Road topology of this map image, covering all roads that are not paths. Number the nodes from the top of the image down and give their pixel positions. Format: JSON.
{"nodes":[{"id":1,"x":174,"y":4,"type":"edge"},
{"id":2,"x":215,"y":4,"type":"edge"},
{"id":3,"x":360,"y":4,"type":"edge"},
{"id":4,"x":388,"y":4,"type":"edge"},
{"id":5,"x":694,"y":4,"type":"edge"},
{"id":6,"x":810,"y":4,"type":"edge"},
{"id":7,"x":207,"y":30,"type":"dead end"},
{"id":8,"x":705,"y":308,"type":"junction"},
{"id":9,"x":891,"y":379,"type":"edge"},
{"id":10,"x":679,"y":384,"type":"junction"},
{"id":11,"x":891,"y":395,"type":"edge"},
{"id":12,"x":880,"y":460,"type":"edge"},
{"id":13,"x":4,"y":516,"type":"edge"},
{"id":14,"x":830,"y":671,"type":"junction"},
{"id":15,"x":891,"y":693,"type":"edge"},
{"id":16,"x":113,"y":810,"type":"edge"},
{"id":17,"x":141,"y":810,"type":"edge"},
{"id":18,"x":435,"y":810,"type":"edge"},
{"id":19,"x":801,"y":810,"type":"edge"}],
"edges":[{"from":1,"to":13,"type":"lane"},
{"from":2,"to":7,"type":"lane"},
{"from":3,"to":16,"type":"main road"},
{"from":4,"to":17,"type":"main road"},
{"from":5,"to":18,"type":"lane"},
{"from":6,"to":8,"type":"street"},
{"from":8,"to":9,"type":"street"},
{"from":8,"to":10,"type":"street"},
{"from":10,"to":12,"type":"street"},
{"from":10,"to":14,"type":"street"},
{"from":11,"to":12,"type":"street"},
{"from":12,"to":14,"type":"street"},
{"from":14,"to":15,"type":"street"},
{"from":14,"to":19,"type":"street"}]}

+++++

[Task]
Could you reproduce all of the material above, exactly as it reads?

[Solution to this task]
Road topology of this map image, covering all roads that are not paths. Number the nodes from the top of the image down and give their pixel positions. Format: JSON.
{"nodes":[{"id":1,"x":174,"y":4,"type":"edge"},
{"id":2,"x":215,"y":4,"type":"edge"},
{"id":3,"x":360,"y":4,"type":"edge"},
{"id":4,"x":388,"y":4,"type":"edge"},
{"id":5,"x":694,"y":4,"type":"edge"},
{"id":6,"x":810,"y":4,"type":"edge"},
{"id":7,"x":207,"y":30,"type":"dead end"},
{"id":8,"x":705,"y":308,"type":"junction"},
{"id":9,"x":891,"y":379,"type":"edge"},
{"id":10,"x":679,"y":384,"type":"junction"},
{"id":11,"x":891,"y":395,"type":"edge"},
{"id":12,"x":880,"y":460,"type":"edge"},
{"id":13,"x":4,"y":516,"type":"edge"},
{"id":14,"x":830,"y":671,"type":"junction"},
{"id":15,"x":891,"y":693,"type":"edge"},
{"id":16,"x":113,"y":810,"type":"edge"},
{"id":17,"x":141,"y":810,"type":"edge"},
{"id":18,"x":435,"y":810,"type":"edge"},
{"id":19,"x":801,"y":810,"type":"edge"}],
"edges":[{"from":1,"to":13,"type":"lane"},
{"from":2,"to":7,"type":"lane"},
{"from":3,"to":16,"type":"main road"},
{"from":4,"to":17,"type":"main road"},
{"from":5,"to":18,"type":"lane"},
{"from":6,"to":8,"type":"street"},
{"from":8,"to":9,"type":"street"},
{"from":8,"to":10,"type":"street"},
{"from":10,"to":12,"type":"street"},
{"from":10,"to":14,"type":"street"},
{"from":11,"to":12,"type":"street"},
{"from":12,"to":14,"type":"street"},
{"from":14,"to":15,"type":"street"},
{"from":14,"to":19,"type":"street"}]}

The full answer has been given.